**Records**
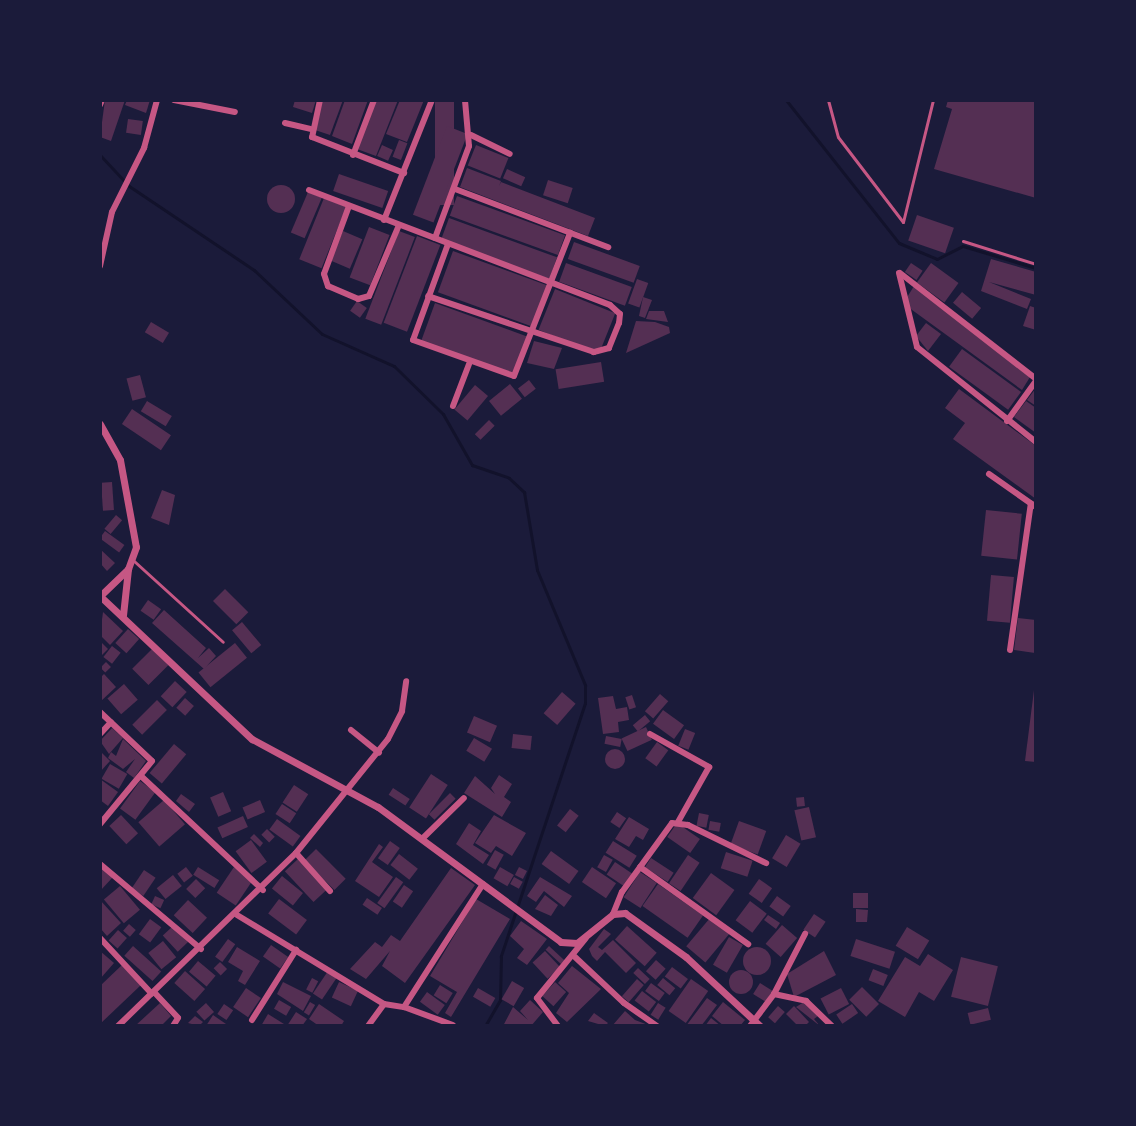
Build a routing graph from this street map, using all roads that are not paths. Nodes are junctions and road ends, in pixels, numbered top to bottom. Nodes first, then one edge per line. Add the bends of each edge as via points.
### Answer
1 (157, 100) edge
2 (174, 100) edge
3 (221, 100) edge
4 (320, 100) edge
5 (374, 100) edge
6 (432, 100) edge
7 (465, 100) edge
8 (828, 100) edge
9 (933, 100) edge
10 (219, 109) junction
11 (235, 112) dead end
12 (285, 123) dead end
13 (310, 129) junction
14 (471, 135) junction
15 (510, 154) dead end
16 (353, 155) junction
17 (404, 173) junction
18 (455, 189) junction
19 (309, 190) dead end
20 (349, 206) junction
21 (384, 220) junction
22 (399, 225) junction
23 (570, 233) junction
24 (435, 238) junction
25 (963, 241) dead end
26 (448, 244) junction
27 (608, 247) dead end
28 (1036, 264) edge
29 (100, 266) edge
30 (551, 283) junction
31 (428, 296) junction
32 (534, 334) junction
33 (469, 364) junction
34 (1036, 380) edge
35 (453, 406) dead end
36 (1007, 421) junction
37 (100, 424) edge
38 (1036, 442) edge
39 (989, 474) dead end
40 (1033, 505) edge
41 (133, 561) junction
42 (128, 569) junction
43 (100, 596) edge
44 (123, 615) junction
45 (223, 642) dead end
46 (1010, 650) dead end
47 (406, 681) dead end
48 (100, 712) edge
49 (111, 722) junction
50 (351, 730) dead end
51 (100, 734) edge
52 (650, 734) dead end
53 (379, 753) junction
54 (141, 776) junction
55 (346, 790) junction
56 (464, 798) dead end
57 (678, 822) junction
58 (100, 824) edge
59 (423, 838) junction
60 (296, 853) junction
61 (766, 863) dead end
62 (100, 864) edge
63 (640, 867) junction
64 (483, 884) junction
65 (263, 890) junction
66 (330, 891) dead end
67 (613, 914) junction
68 (237, 915) junction
69 (805, 934) dead end
70 (100, 938) edge
71 (586, 938) junction
72 (748, 944) dead end
73 (201, 949) junction
74 (296, 950) junction
75 (575, 957) junction
76 (153, 993) junction
77 (774, 994) junction
78 (384, 1004) junction
79 (404, 1007) junction
80 (252, 1020) dead end
81 (755, 1024) edge
82 (453, 1025) edge
83 (118, 1026) edge
84 (173, 1026) edge
85 (368, 1026) edge
86 (558, 1026) edge
87 (657, 1026) edge
88 (832, 1026) edge

1 - 29 street via 144,148 121,190
2 - 10 street
3 - 10 street
4 - 13 street
5 - 16 street
6 - 17 street
7 - 14 street
8 - 9 lane via 838,137 903,222
10 - 11 street
12 - 13 street
13 - 16 street via 314,138
14 - 15 street
14 - 18 street
16 - 17 street
17 - 21 street
18 - 23 street
18 - 24 street
19 - 20 street
20 - 21 street
20 - 22 street via 324,274 328,286 358,299 369,296
21 - 22 street
22 - 24 street
23 - 27 street
23 - 30 street
24 - 26 street
25 - 28 lane
26 - 30 street
26 - 31 street
30 - 32 street
30 - 32 street via 616,308 619,323 609,348 600,353
31 - 32 street
31 - 33 street via 413,340
32 - 33 street via 514,376
33 - 35 street
34 - 36 street
34 - 36 street via 899,273 917,347
36 - 38 street
37 - 41 street via 116,449 123,474 135,538
39 - 40 street
40 - 46 street
41 - 42 street
41 - 45 lane
42 - 43 street
42 - 44 street
43 - 44 street
44 - 55 street via 252,739
47 - 53 street via 402,711
48 - 49 street
49 - 51 street
49 - 54 street via 151,758
50 - 53 street
52 - 57 street via 709,767
53 - 55 street
54 - 58 street
54 - 65 street
55 - 59 street
55 - 60 street
56 - 59 street
57 - 61 street
57 - 63 street via 666,828
59 - 64 street
60 - 65 street
60 - 66 street
62 - 73 street
63 - 67 street
63 - 72 street
64 - 71 street via 561,942
64 - 79 street
65 - 68 street
67 - 71 street
67 - 81 street via 625,913 650,929
68 - 73 street
68 - 74 street
69 - 77 street
70 - 76 street
71 - 75 street
73 - 76 street
74 - 78 street
74 - 80 street
75 - 86 street via 537,998
75 - 87 street
76 - 83 street
76 - 84 street via 178,1017
77 - 81 street
77 - 88 street via 806,1001
78 - 79 street
78 - 85 street
79 - 82 street

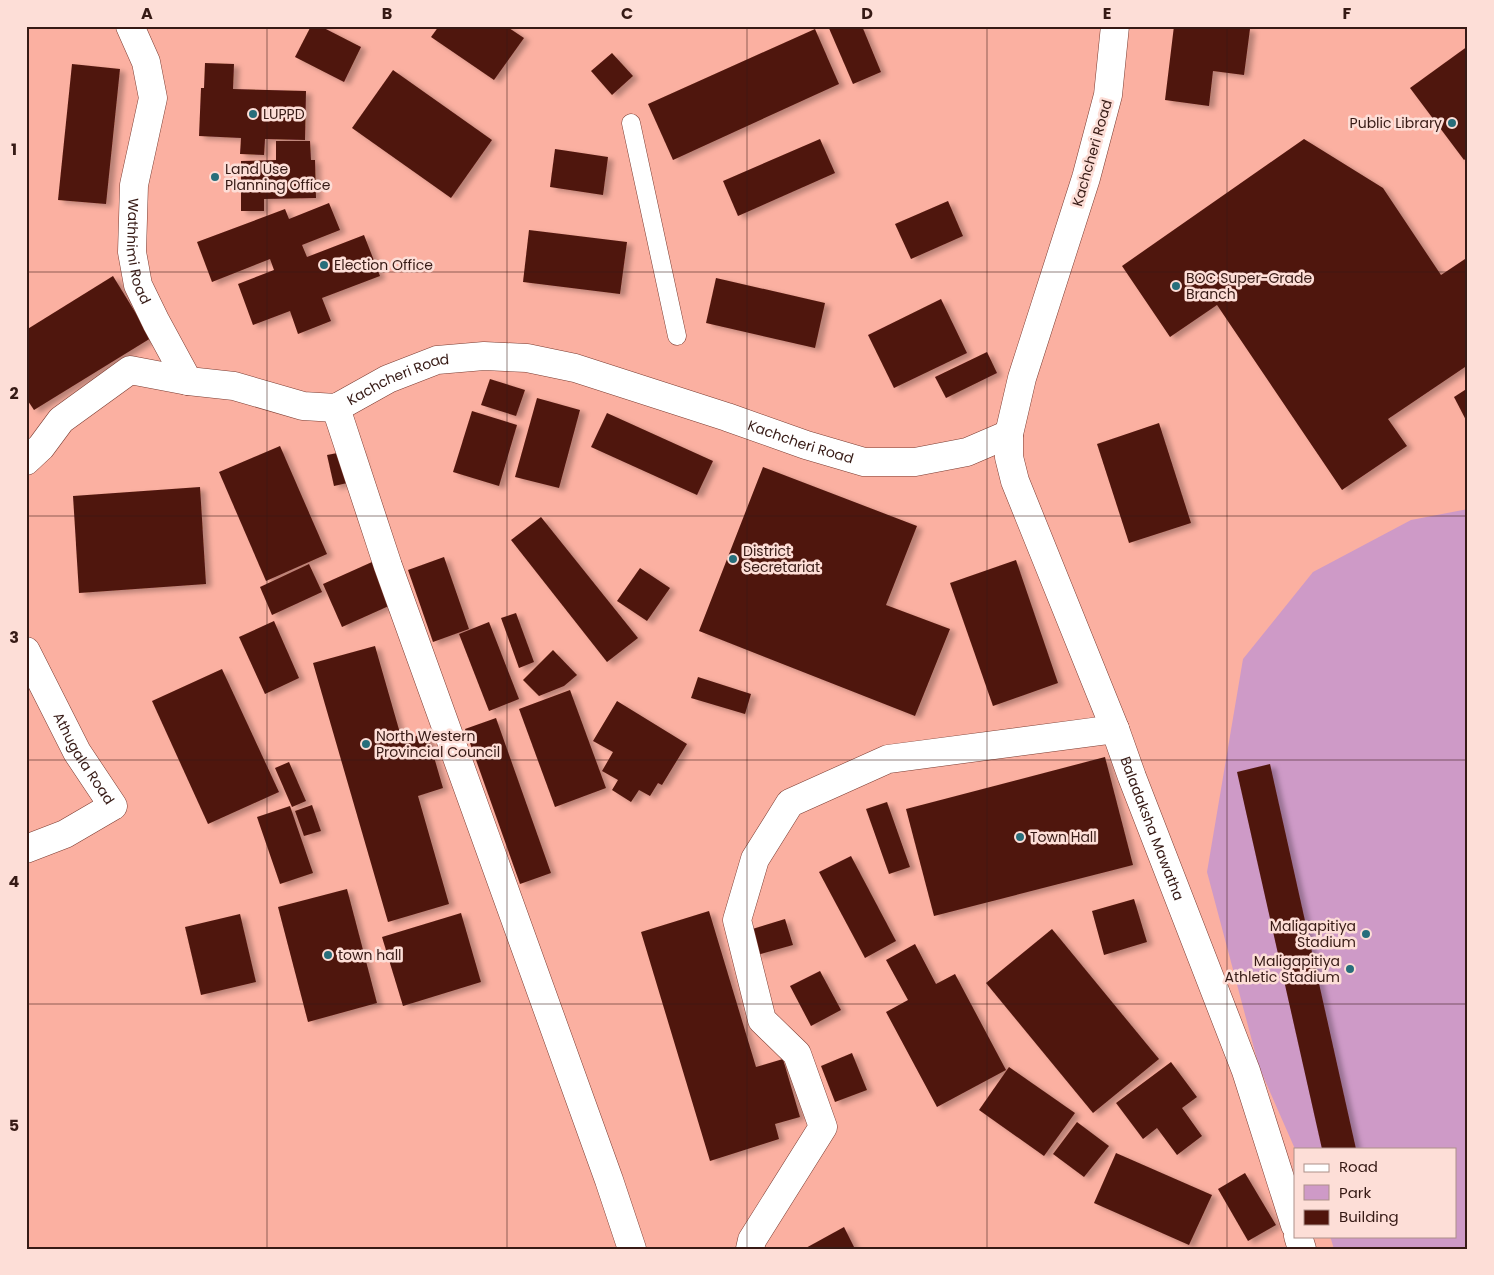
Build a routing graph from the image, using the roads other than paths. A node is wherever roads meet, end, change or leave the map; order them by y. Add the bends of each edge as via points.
1 (130, 26) edge
2 (1115, 26) edge
3 (631, 123) dead end
4 (677, 336) dead end
5 (188, 381) junction
6 (336, 408) junction
7 (1009, 434) junction
8 (26, 461) edge
9 (26, 651) edge
10 (1115, 728) junction
11 (26, 849) edge
12 (1294, 1222) edge
13 (632, 1249) edge
14 (750, 1249) edge

1 - 5 street, Wathhimi Road via 146,62 152,98 134,185 132,252 138,284
2 - 7 street, Kachcheri Road via 1108,95 1086,178 1022,378
3 - 4 lane
5 - 6 street, Kachcheri Road via 234,386 303,406
5 - 8 street via 130,370 61,420
6 - 7 street, Kachcheri Road via 388,379 437,360 518,357 574,368 864,462 932,459 967,452
6 - 13 street via 388,566
7 - 10 street, Baladaksha Mawatha via 1009,457 1015,481
9 - 11 street, Athugala Road via 77,752 113,806 65,834
10 - 12 street, Baladaksha Mawatha via 1246,1071
10 - 14 street via 888,759 790,803 755,859 737,920 762,1020 797,1054 823,1127 752,1240

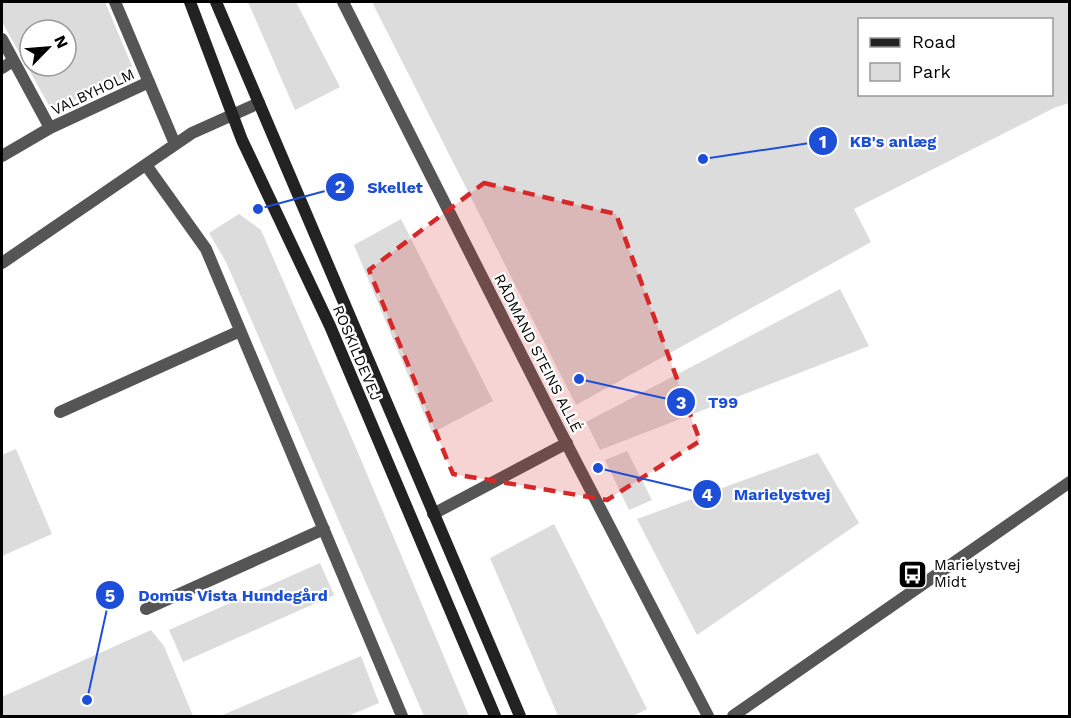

**Work task**
Without the pictures, give the entries above back exactly.

**Exercise result**
Build a routing graph from this street map, using all roads that are not paths. Nodes are junctions and road ends, in pixels, numbered top to bottom. Nodes first, then one edge per line. Add the bends of each edge as via points.
### Answer
1 (157, 100) edge
2 (174, 100) edge
3 (221, 100) edge
4 (320, 100) edge
5 (374, 100) edge
6 (432, 100) edge
7 (465, 100) edge
8 (828, 100) edge
9 (933, 100) edge
10 (219, 109) junction
11 (235, 112) dead end
12 (285, 123) dead end
13 (310, 129) junction
14 (471, 135) junction
15 (510, 154) dead end
16 (353, 155) junction
17 (404, 173) junction
18 (455, 189) junction
19 (309, 190) dead end
20 (349, 206) junction
21 (384, 220) junction
22 (399, 225) junction
23 (570, 233) junction
24 (435, 238) junction
25 (963, 241) dead end
26 (448, 244) junction
27 (608, 247) dead end
28 (1036, 264) edge
29 (100, 266) edge
30 (551, 283) junction
31 (428, 296) junction
32 (534, 334) junction
33 (469, 364) junction
34 (1036, 380) edge
35 (453, 406) dead end
36 (1007, 421) junction
37 (100, 424) edge
38 (1036, 442) edge
39 (989, 474) dead end
40 (1033, 505) edge
41 (133, 561) junction
42 (128, 569) junction
43 (100, 596) edge
44 (123, 615) junction
45 (223, 642) dead end
46 (1010, 650) dead end
47 (406, 681) dead end
48 (100, 712) edge
49 (111, 722) junction
50 (351, 730) dead end
51 (100, 734) edge
52 (650, 734) dead end
53 (379, 753) junction
54 (141, 776) junction
55 (346, 790) junction
56 (464, 798) dead end
57 (678, 822) junction
58 (100, 824) edge
59 (423, 838) junction
60 (296, 853) junction
61 (766, 863) dead end
62 (100, 864) edge
63 (640, 867) junction
64 (483, 884) junction
65 (263, 890) junction
66 (330, 891) dead end
67 (613, 914) junction
68 (237, 915) junction
69 (805, 934) dead end
70 (100, 938) edge
71 (586, 938) junction
72 (748, 944) dead end
73 (201, 949) junction
74 (296, 950) junction
75 (575, 957) junction
76 (153, 993) junction
77 (774, 994) junction
78 (384, 1004) junction
79 (404, 1007) junction
80 (252, 1020) dead end
81 (755, 1024) edge
82 (453, 1025) edge
83 (118, 1026) edge
84 (173, 1026) edge
85 (368, 1026) edge
86 (558, 1026) edge
87 (657, 1026) edge
88 (832, 1026) edge

1 - 29 street via 144,148 121,190
2 - 10 street
3 - 10 street
4 - 13 street
5 - 16 street
6 - 17 street
7 - 14 street
8 - 9 lane via 838,137 903,222
10 - 11 street
12 - 13 street
13 - 16 street via 314,138
14 - 15 street
14 - 18 street
16 - 17 street
17 - 21 street
18 - 23 street
18 - 24 street
19 - 20 street
20 - 21 street
20 - 22 street via 324,274 328,286 358,299 369,296
21 - 22 street
22 - 24 street
23 - 27 street
23 - 30 street
24 - 26 street
25 - 28 lane
26 - 30 street
26 - 31 street
30 - 32 street
30 - 32 street via 616,308 619,323 609,348 600,353
31 - 32 street
31 - 33 street via 413,340
32 - 33 street via 514,376
33 - 35 street
34 - 36 street
34 - 36 street via 899,273 917,347
36 - 38 street
37 - 41 street via 116,449 123,474 135,538
39 - 40 street
40 - 46 street
41 - 42 street
41 - 45 lane
42 - 43 street
42 - 44 street
43 - 44 street
44 - 55 street via 252,739
47 - 53 street via 402,711
48 - 49 street
49 - 51 street
49 - 54 street via 151,758
50 - 53 street
52 - 57 street via 709,767
53 - 55 street
54 - 58 street
54 - 65 street
55 - 59 street
55 - 60 street
56 - 59 street
57 - 61 street
57 - 63 street via 666,828
59 - 64 street
60 - 65 street
60 - 66 street
62 - 73 street
63 - 67 street
63 - 72 street
64 - 71 street via 561,942
64 - 79 street
65 - 68 street
67 - 71 street
67 - 81 street via 625,913 650,929
68 - 73 street
68 - 74 street
69 - 77 street
70 - 76 street
71 - 75 street
73 - 76 street
74 - 78 street
74 - 80 street
75 - 86 street via 537,998
75 - 87 street
76 - 83 street
76 - 84 street via 178,1017
77 - 81 street
77 - 88 street via 806,1001
78 - 79 street
78 - 85 street
79 - 82 street

Build a routing graph from the image, using the roads other than paths. A node is wherever roads meet, end, change or leave the map; order them by y. Add the bends of each edge as via points.
1 (130, 26) edge
2 (1115, 26) edge
3 (631, 123) dead end
4 (677, 336) dead end
5 (188, 381) junction
6 (336, 408) junction
7 (1009, 434) junction
8 (26, 461) edge
9 (26, 651) edge
10 (1115, 728) junction
11 (26, 849) edge
12 (1294, 1222) edge
13 (632, 1249) edge
14 (750, 1249) edge

1 - 5 street, Wathhimi Road via 146,62 152,98 134,185 132,252 138,284
2 - 7 street, Kachcheri Road via 1108,95 1086,178 1022,378
3 - 4 lane
5 - 6 street, Kachcheri Road via 234,386 303,406
5 - 8 street via 130,370 61,420
6 - 7 street, Kachcheri Road via 388,379 437,360 518,357 574,368 864,462 932,459 967,452
6 - 13 street via 388,566
7 - 10 street, Baladaksha Mawatha via 1009,457 1015,481
9 - 11 street, Athugala Road via 77,752 113,806 65,834
10 - 12 street, Baladaksha Mawatha via 1246,1071
10 - 14 street via 888,759 790,803 755,859 737,920 762,1020 797,1054 823,1127 752,1240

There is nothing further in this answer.